> _To do_:
Please find every line in the entries below that contains the string "wrist", and copy it.
** Opening Data for analysis block **
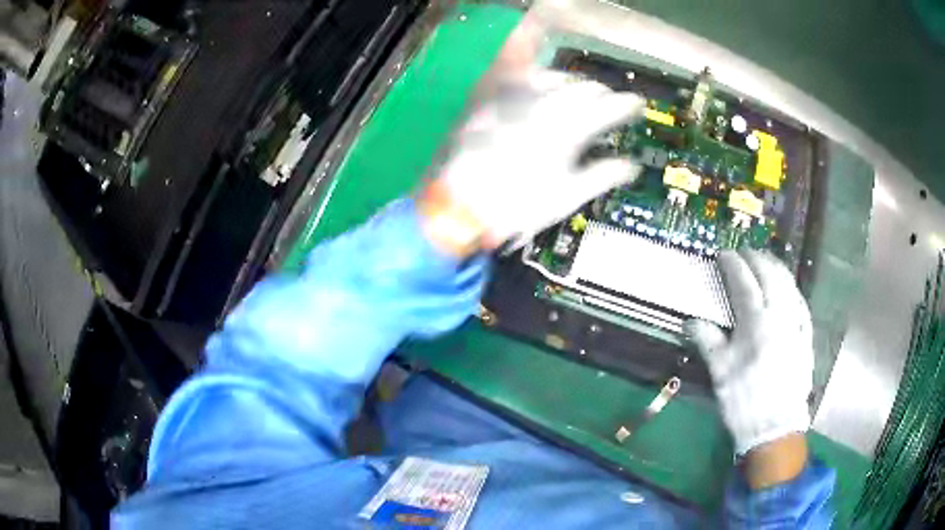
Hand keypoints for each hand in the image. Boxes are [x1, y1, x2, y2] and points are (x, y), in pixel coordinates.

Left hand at [421, 71, 644, 256]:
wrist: (463, 202)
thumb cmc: (519, 204)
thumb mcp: (567, 196)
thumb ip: (603, 176)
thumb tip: (631, 167)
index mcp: (570, 130)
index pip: (609, 108)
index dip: (628, 105)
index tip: (637, 105)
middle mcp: (548, 105)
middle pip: (586, 88)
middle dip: (603, 94)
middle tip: (610, 104)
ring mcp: (520, 98)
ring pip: (557, 77)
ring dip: (574, 84)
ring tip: (579, 94)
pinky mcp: (496, 97)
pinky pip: (523, 75)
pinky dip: (539, 74)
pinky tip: (540, 78)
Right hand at [685, 250, 813, 458]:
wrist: (775, 425)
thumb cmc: (743, 400)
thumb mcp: (720, 373)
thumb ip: (708, 341)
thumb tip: (690, 320)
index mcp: (755, 323)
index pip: (743, 282)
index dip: (733, 264)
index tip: (723, 255)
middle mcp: (779, 315)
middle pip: (769, 274)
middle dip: (755, 258)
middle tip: (743, 253)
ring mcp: (796, 323)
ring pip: (788, 283)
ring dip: (775, 266)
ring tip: (764, 260)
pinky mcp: (806, 335)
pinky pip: (800, 301)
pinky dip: (791, 287)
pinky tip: (787, 286)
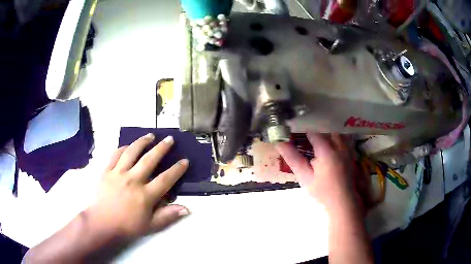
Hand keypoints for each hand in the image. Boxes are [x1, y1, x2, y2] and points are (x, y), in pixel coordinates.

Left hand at [86, 133, 189, 240]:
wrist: (101, 223)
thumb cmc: (127, 226)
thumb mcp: (150, 226)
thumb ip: (168, 216)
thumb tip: (187, 208)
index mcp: (145, 195)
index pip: (165, 179)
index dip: (177, 169)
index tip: (185, 161)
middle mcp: (133, 180)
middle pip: (149, 160)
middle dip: (162, 148)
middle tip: (169, 139)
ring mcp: (118, 173)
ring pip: (132, 152)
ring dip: (142, 142)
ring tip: (150, 135)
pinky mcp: (106, 171)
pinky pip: (115, 155)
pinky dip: (123, 148)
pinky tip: (128, 146)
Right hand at [276, 132, 356, 211]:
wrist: (342, 201)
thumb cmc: (322, 191)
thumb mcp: (305, 176)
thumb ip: (293, 158)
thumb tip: (279, 143)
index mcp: (326, 151)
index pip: (314, 133)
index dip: (304, 133)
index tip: (297, 135)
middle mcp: (339, 147)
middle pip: (327, 130)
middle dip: (317, 133)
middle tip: (308, 140)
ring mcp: (347, 150)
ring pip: (338, 134)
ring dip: (328, 135)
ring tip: (320, 143)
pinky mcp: (351, 155)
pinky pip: (345, 140)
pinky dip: (337, 140)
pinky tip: (332, 149)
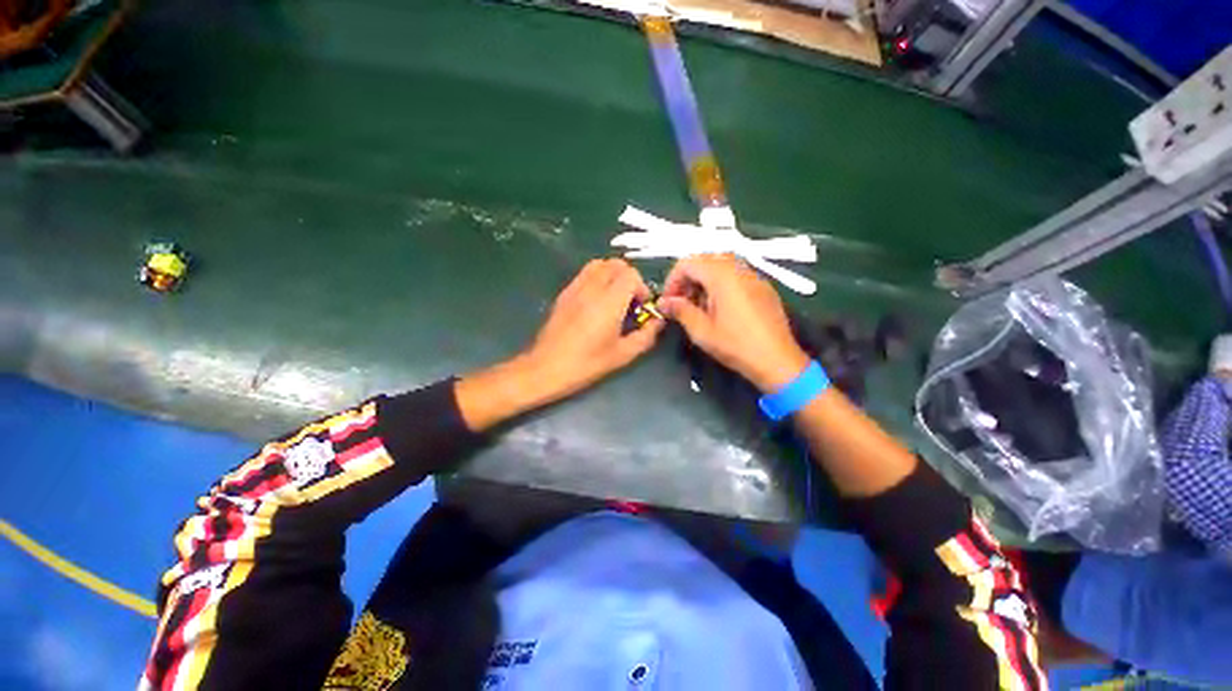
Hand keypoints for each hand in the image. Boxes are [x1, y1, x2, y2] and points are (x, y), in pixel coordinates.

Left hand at [456, 259, 664, 430]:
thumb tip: (658, 321)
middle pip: (616, 264)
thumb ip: (645, 336)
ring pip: (599, 265)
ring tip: (615, 298)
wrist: (546, 368)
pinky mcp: (564, 293)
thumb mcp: (623, 355)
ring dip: (612, 275)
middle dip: (629, 278)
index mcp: (609, 301)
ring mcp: (575, 288)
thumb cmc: (586, 364)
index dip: (642, 288)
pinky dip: (597, 279)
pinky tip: (597, 302)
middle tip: (631, 302)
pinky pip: (584, 274)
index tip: (641, 308)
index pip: (631, 275)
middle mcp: (592, 288)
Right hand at [659, 254, 808, 392]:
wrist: (777, 360)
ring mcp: (754, 276)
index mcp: (722, 276)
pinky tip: (720, 308)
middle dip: (688, 279)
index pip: (688, 262)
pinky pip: (736, 275)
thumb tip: (664, 302)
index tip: (668, 301)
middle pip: (705, 261)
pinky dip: (721, 284)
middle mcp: (739, 269)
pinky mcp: (763, 287)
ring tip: (699, 306)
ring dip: (704, 281)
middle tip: (682, 303)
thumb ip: (680, 311)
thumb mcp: (701, 331)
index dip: (673, 280)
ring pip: (721, 266)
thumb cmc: (736, 345)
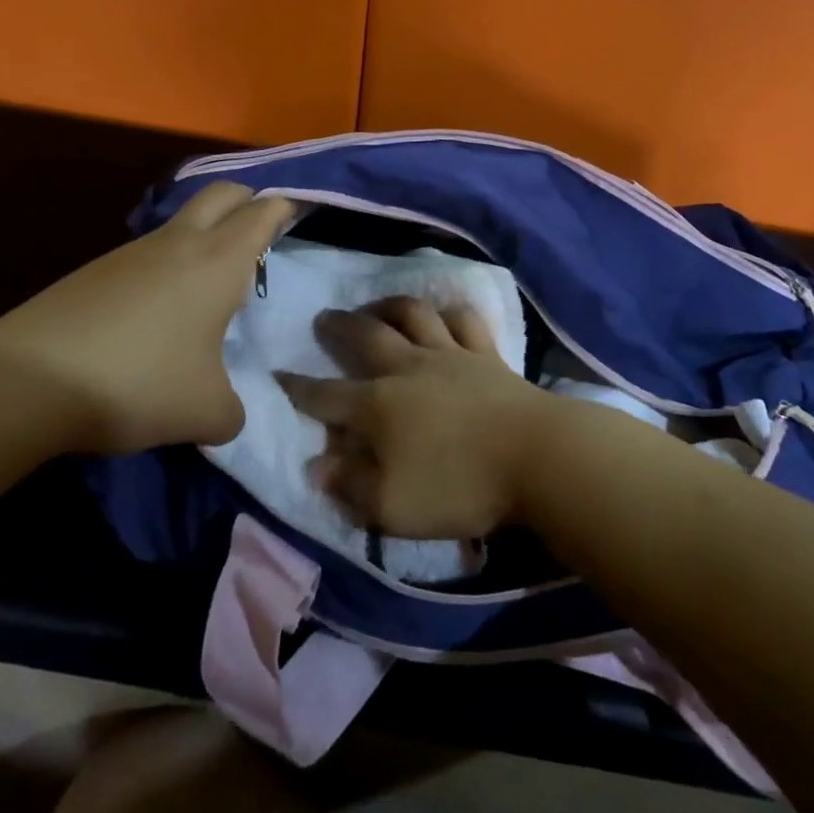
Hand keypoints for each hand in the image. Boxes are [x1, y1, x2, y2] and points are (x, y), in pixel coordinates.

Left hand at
** Closing Data for analysis block **
> _Response to the exercise_:
wrist: (463, 202)
wrist: (775, 425)
wrist: (101, 223)
wrist: (342, 201)
wrist: (546, 368)
wrist: (777, 360)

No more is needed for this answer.